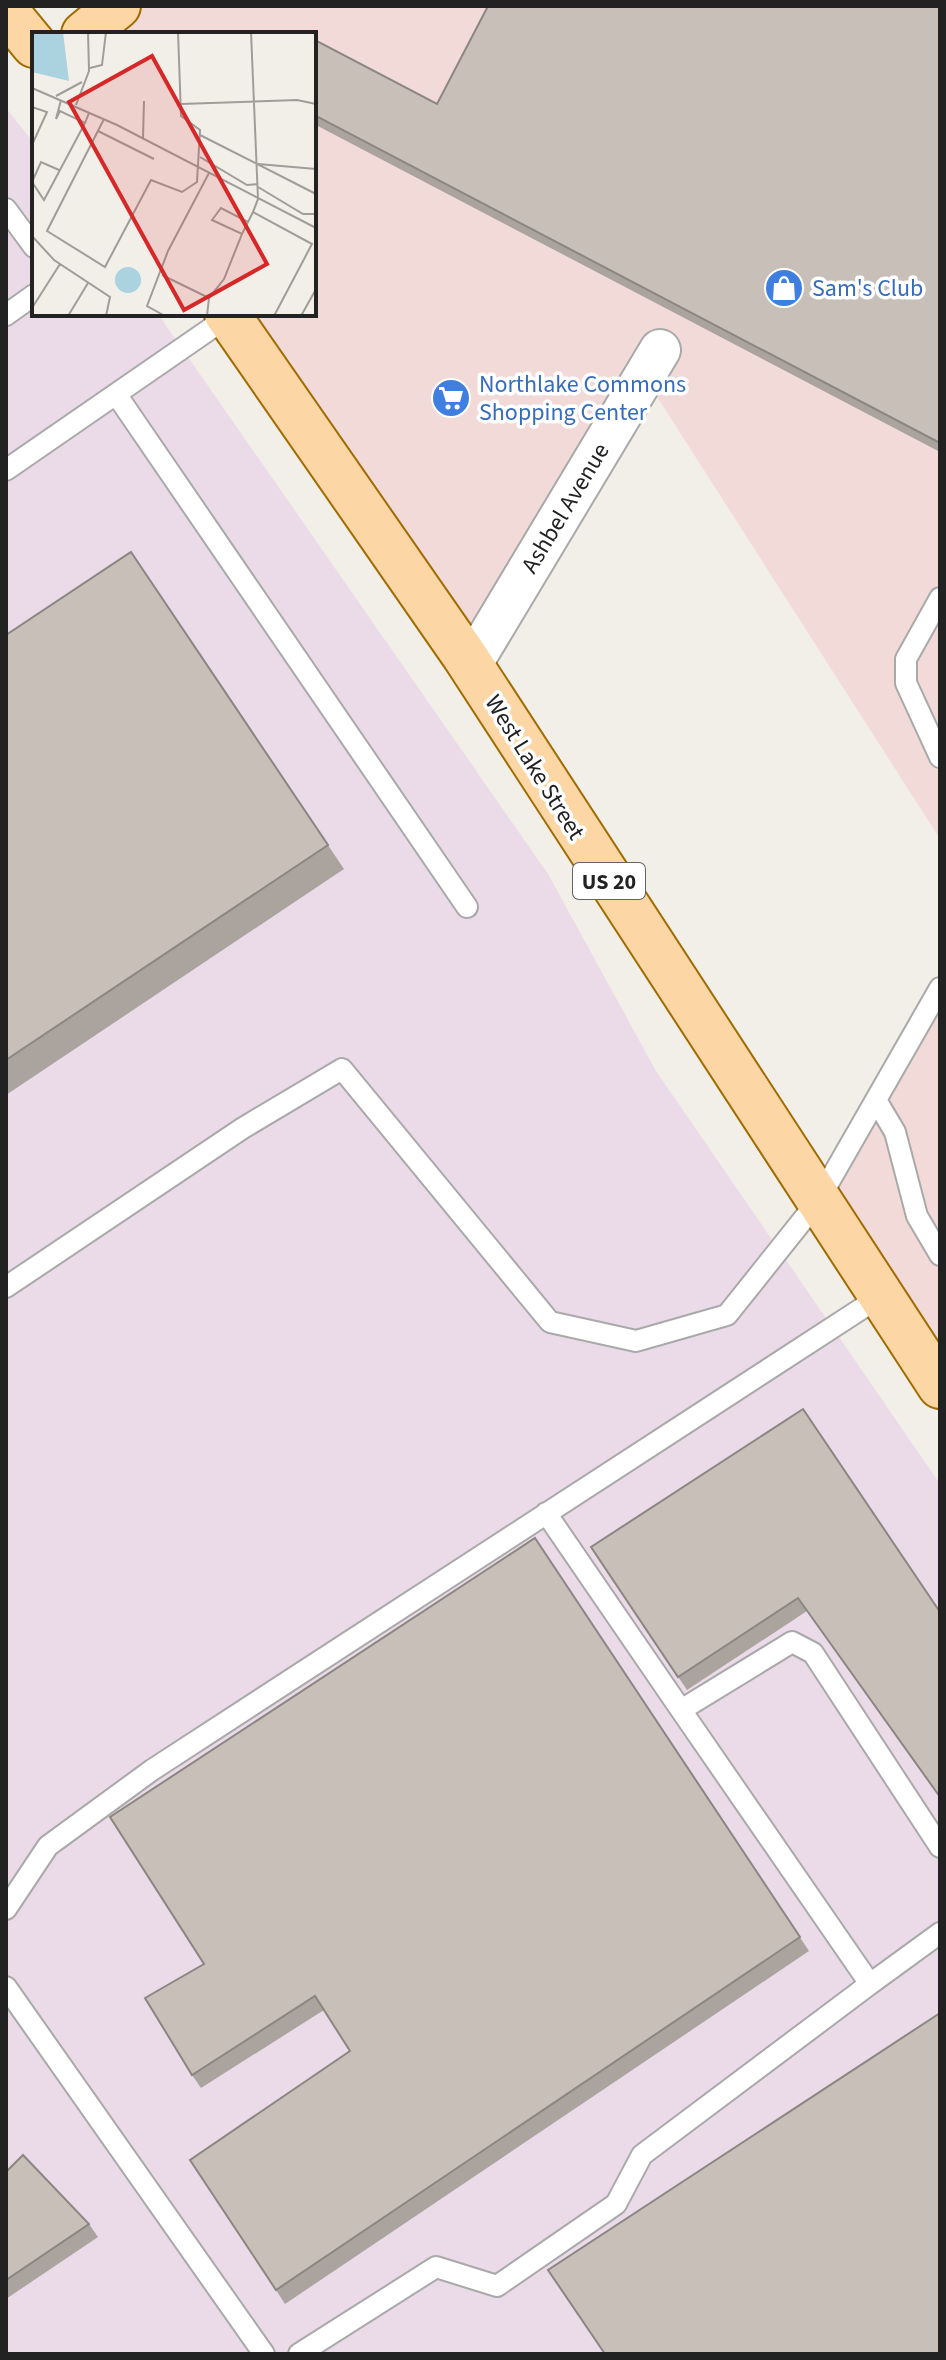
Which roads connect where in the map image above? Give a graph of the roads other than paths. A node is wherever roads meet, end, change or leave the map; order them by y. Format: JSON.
--
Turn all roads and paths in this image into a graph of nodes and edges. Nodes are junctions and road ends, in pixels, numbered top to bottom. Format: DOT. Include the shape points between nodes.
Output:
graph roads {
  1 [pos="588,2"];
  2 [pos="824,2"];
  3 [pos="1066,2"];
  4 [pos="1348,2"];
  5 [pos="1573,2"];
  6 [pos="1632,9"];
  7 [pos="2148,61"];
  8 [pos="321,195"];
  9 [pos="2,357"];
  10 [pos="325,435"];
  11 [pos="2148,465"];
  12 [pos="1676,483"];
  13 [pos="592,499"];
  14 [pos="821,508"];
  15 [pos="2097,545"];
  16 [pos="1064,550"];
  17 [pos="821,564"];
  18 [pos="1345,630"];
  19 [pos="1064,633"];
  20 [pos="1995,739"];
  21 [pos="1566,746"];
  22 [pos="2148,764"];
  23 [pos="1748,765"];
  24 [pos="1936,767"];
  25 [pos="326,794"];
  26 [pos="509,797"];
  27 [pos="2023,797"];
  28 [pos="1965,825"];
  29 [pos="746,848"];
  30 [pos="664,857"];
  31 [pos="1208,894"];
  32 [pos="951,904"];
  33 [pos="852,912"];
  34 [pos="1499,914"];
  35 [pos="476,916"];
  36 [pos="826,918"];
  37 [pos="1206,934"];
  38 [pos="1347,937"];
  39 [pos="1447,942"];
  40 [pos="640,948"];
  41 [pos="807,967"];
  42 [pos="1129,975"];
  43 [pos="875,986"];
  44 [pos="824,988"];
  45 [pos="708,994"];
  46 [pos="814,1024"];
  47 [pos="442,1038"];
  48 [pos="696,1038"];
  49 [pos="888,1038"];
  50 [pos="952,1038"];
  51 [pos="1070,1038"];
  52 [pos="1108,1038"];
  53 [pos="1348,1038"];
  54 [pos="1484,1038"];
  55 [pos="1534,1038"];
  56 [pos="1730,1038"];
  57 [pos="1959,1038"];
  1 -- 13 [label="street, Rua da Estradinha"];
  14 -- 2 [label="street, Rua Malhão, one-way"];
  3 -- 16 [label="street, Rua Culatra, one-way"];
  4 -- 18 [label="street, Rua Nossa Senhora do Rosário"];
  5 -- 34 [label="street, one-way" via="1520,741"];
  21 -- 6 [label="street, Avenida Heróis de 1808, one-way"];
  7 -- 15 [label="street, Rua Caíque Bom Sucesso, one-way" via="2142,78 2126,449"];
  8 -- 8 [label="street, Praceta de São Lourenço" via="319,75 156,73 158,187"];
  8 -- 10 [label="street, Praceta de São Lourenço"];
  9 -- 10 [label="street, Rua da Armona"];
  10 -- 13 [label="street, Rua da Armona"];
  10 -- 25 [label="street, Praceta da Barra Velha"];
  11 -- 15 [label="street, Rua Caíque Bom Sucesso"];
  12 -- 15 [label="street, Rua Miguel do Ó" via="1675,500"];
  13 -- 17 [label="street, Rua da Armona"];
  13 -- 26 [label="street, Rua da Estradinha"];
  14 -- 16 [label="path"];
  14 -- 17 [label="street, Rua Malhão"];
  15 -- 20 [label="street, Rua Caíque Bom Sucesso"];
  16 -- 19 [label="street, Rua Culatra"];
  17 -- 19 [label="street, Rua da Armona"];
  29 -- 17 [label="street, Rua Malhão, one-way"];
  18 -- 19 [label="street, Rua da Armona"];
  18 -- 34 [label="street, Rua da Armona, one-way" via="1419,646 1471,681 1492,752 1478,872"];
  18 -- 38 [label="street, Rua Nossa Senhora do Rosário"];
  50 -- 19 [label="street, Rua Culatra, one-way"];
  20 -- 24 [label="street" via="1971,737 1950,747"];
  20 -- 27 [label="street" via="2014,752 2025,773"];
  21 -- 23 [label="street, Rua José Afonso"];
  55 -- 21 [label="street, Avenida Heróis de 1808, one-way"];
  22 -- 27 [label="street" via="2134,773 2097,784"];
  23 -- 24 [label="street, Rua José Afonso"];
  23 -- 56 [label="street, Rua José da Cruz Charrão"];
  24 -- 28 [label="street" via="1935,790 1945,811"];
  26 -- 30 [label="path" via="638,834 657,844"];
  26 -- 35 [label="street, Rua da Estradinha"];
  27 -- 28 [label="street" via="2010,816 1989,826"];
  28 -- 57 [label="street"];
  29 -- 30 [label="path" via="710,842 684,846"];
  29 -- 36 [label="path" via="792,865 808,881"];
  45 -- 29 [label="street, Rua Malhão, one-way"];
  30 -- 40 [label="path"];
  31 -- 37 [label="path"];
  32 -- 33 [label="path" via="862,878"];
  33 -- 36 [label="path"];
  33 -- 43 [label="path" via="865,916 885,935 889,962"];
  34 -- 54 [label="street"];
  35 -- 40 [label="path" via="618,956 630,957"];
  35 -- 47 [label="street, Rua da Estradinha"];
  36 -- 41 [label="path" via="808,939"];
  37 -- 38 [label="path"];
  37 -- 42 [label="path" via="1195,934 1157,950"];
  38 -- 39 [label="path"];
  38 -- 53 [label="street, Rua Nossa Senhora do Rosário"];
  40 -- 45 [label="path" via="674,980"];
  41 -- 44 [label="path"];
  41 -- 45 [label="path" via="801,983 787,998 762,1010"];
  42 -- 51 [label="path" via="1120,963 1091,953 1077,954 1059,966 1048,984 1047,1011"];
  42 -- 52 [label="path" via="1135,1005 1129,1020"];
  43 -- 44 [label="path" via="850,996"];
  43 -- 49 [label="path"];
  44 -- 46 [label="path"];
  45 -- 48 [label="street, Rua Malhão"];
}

▸ WORK REQUIRED: Each line of the entries that contains the word "Format" should be listed.

▸ REPLY:
Which roads connect where in the map image above? Give a graph of the roads other than paths. A node is wherever roads meet, end, change or leave the map; order them by y. Format: JSON.
Turn all roads and paths in this image into a graph of nodes and edges. Nodes are junctions and road ends, in pixels, numbered top to bottom. Format: DOT. Include the shape points between nodes.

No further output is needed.